■ **Exercise requirements**: The lines you return should be those containing the string "科韵南路", taken from the data below.

■ **Dataset**:
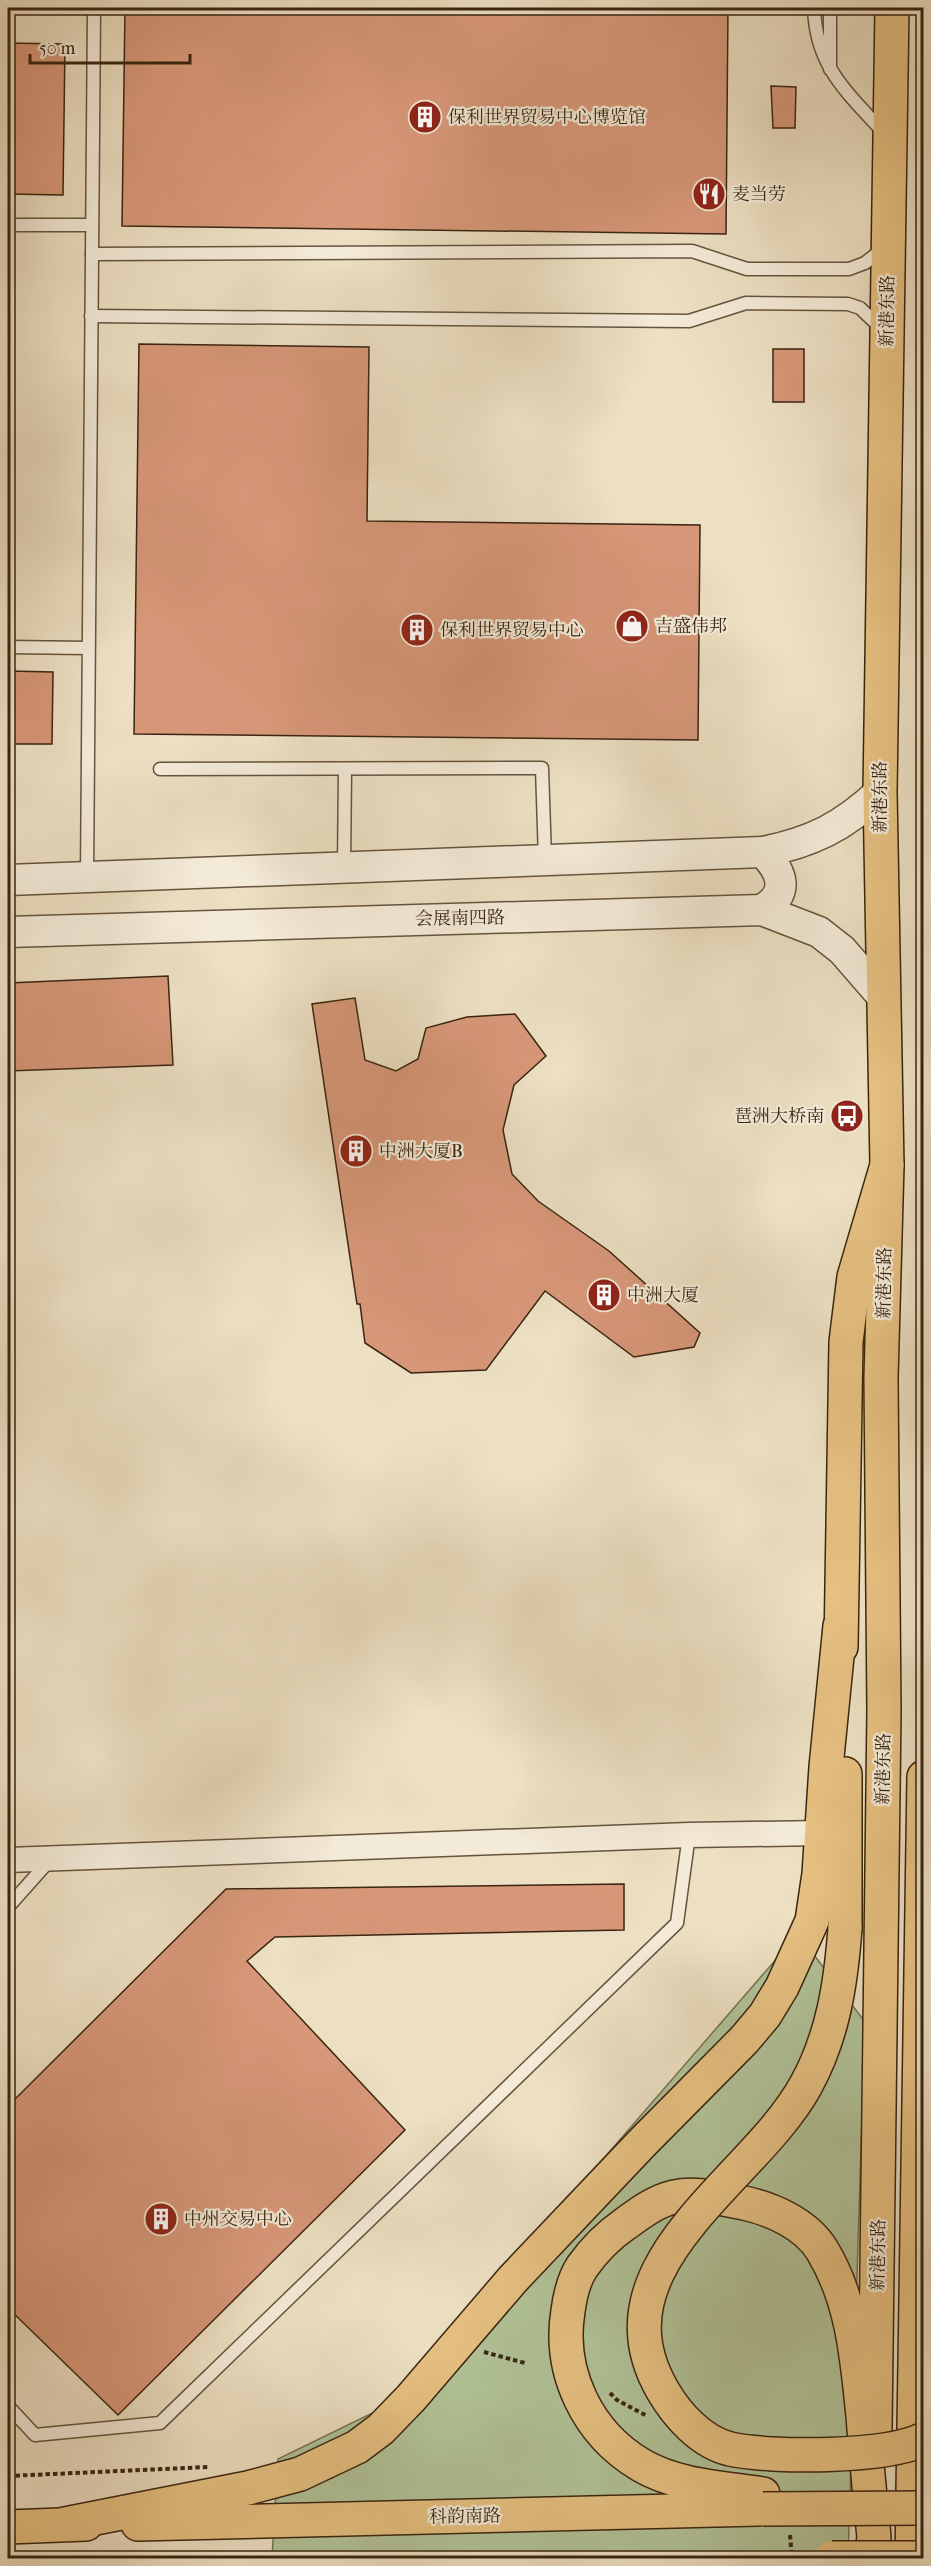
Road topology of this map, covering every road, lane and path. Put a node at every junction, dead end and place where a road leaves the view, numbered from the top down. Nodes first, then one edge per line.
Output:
1 (94, 8) edge
2 (814, 8) edge
3 (830, 8) edge
4 (892, 8) edge
5 (830, 70) junction
6 (890, 141) junction
7 (8, 225) edge
8 (92, 225) junction
9 (888, 244) junction
10 (92, 254) junction
11 (91, 316) junction
12 (886, 334) junction
13 (8, 647) edge
14 (88, 648) junction
15 (160, 769) dead end
16 (345, 769) junction
17 (880, 792) junction
18 (763, 852) junction
19 (544, 859) junction
20 (344, 867) junction
21 (87, 877) junction
22 (8, 880) edge
23 (762, 910) junction
24 (8, 932) edge
25 (882, 996) junction
26 (886, 1165) junction
27 (840, 1626) junction
28 (924, 1777) edge
29 (822, 1833) junction
30 (689, 1835) junction
31 (50, 1859) junction
32 (8, 1860) edge
33 (8, 1907) edge
34 (491, 2354) dead end
35 (525, 2363) dead end
36 (617, 2400) dead end
37 (8, 2406) edge
38 (651, 2419) dead end
39 (924, 2439) edge
40 (218, 2466) dead end
41 (8, 2476) edge
42 (763, 2501) junction
43 (924, 2508) edge
44 (65, 2524) junction
45 (8, 2527) edge
46 (873, 2551) edge
47 (831, 2558) edge
48 (924, 2558) edge
49 (819, 2559) edge
50 (912, 2559) edge

1 - 8 lane
2 - 5 lane
3 - 5 lane
4 - 6 main road, 新港东路
5 - 6 lane
6 - 9 main road, 新港东路
7 - 8 lane
8 - 10 lane
9 - 10 lane
9 - 12 main road, 新港东路
10 - 11 lane
11 - 12 lane
11 - 14 lane
12 - 17 main road, 新港东路
13 - 14 lane
14 - 21 lane
15 - 16 lane
16 - 19 lane
16 - 20 lane
17 - 18 street
17 - 25 main road, 新港东路
18 - 19 street
18 - 23 street
19 - 20 street
20 - 21 street
21 - 22 street
23 - 24 street, 会展南四路
23 - 25 street, 会展南四路
25 - 26 main road, 新港东路
26 - 27 main road
26 - 46 main road, 新港东路
27 - 29 main road
27 - 39 main road, bridge
28 - 50 main road, 新港东路
29 - 30 street
29 - 44 main road
30 - 31 street
30 - 37 lane
31 - 32 street
31 - 33 lane
34 - 35 path
36 - 38 path
40 - 41 path
42 - 43 main road, bridge
42 - 44 main road, 科韵南路
42 - 46 main road
44 - 45 main road, 科韵南路
47 - 48 main road, bridge
47 - 49 main road

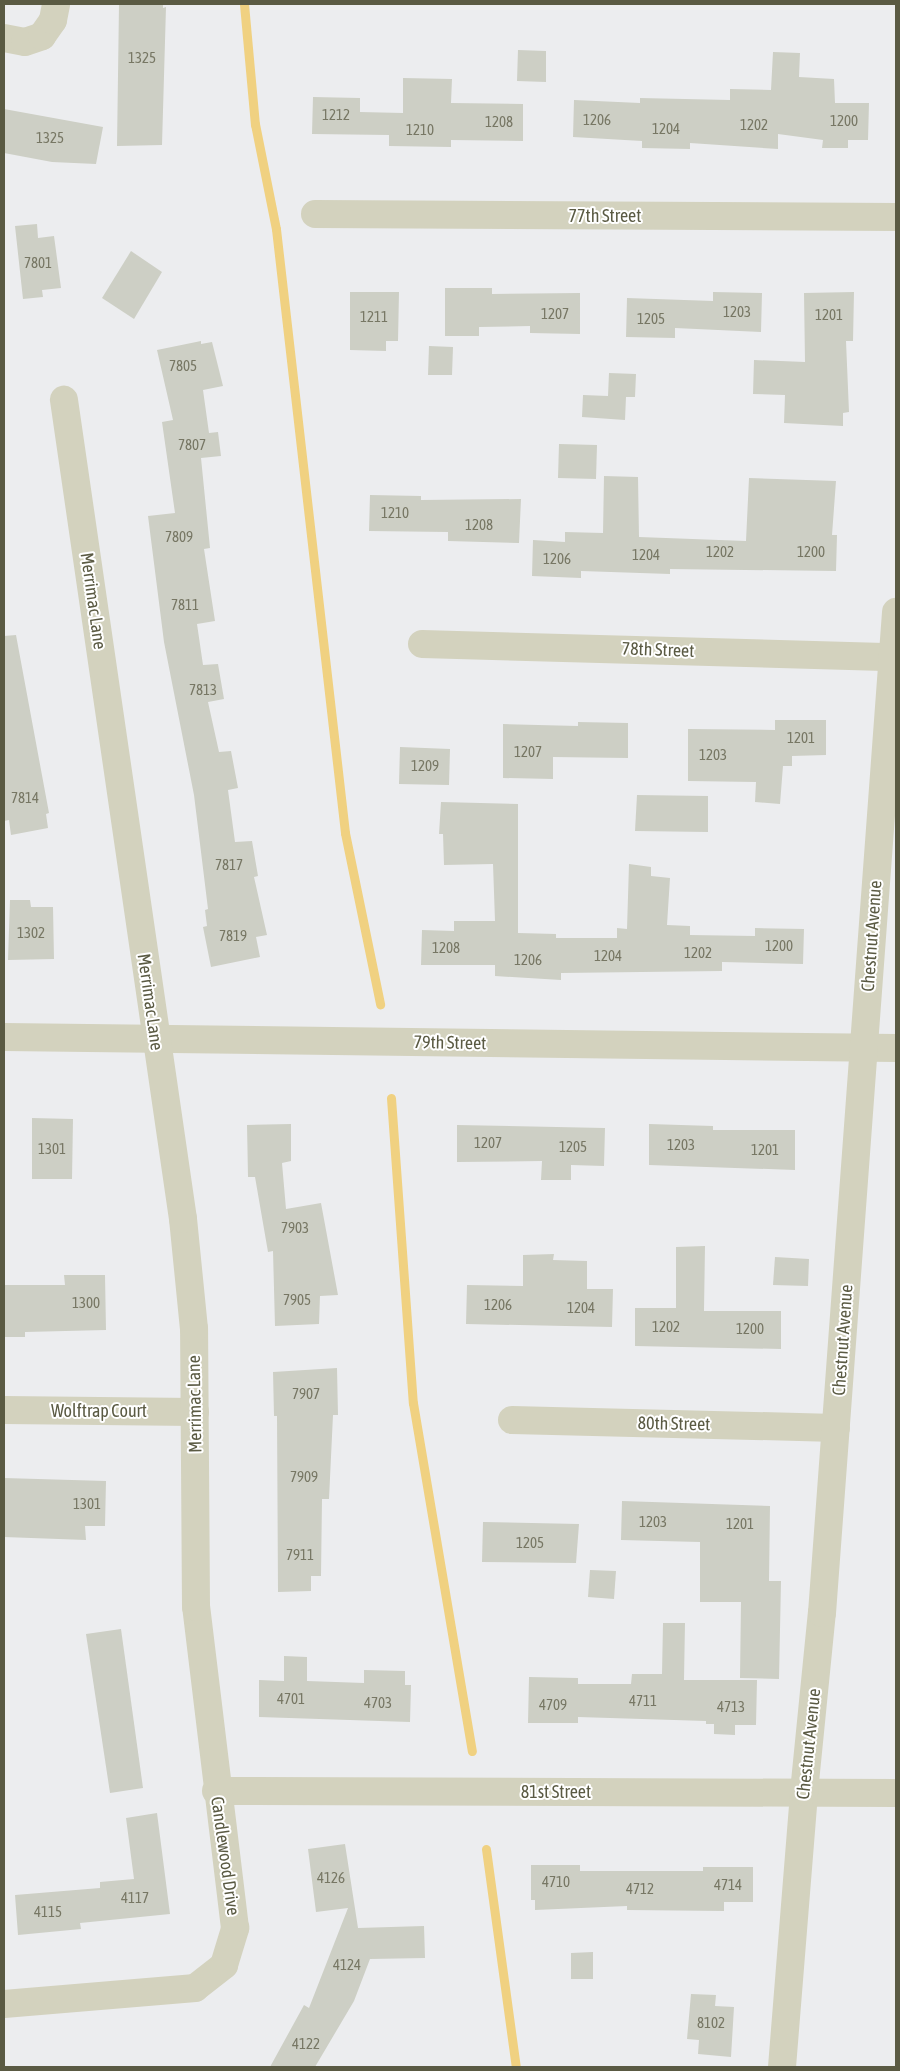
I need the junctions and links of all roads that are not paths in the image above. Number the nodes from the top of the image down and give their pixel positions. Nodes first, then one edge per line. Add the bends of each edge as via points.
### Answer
1 (56, 4) edge
2 (4, 38) edge
3 (315, 214) dead end
4 (896, 217) edge
5 (64, 400) dead end
6 (896, 612) edge
7 (422, 644) dead end
8 (893, 657) junction
9 (4, 1037) edge
10 (156, 1038) junction
11 (864, 1048) junction
12 (896, 1048) edge
13 (4, 1410) edge
14 (195, 1412) junction
15 (512, 1420) dead end
16 (836, 1428) junction
17 (196, 1607) joint
18 (216, 1791) junction
19 (804, 1792) junction
20 (896, 1793) edge
21 (4, 2004) edge
22 (782, 2067) edge

1 - 2 street via 54,20 42,36 25,42
3 - 4 street, 77th Street
5 - 10 street, Merrimac Lane
6 - 8 street, Chestnut Avenue
7 - 8 street, 78th Street
8 - 11 street, Chestnut Avenue
9 - 10 street, 79th Street
10 - 11 street, 79th Street
10 - 14 street, Merrimac Lane via 184,1229 194,1328
11 - 12 street, 79th Street
11 - 16 street, Chestnut Avenue
13 - 14 street, Wolftrap Court
14 - 17 street, Merrimac Lane
15 - 16 street, 80th Street
16 - 19 street, Chestnut Avenue
17 - 18 street, Candlewood Drive
18 - 19 street, 81st Street
18 - 21 street, Candlewood Drive via 235,1928 224,1965 195,1988
19 - 20 street, 81st Street
19 - 22 street, Chestnut Avenue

■ **Exercise output**:
42 - 44 main road, 科韵南路
44 - 45 main road, 科韵南路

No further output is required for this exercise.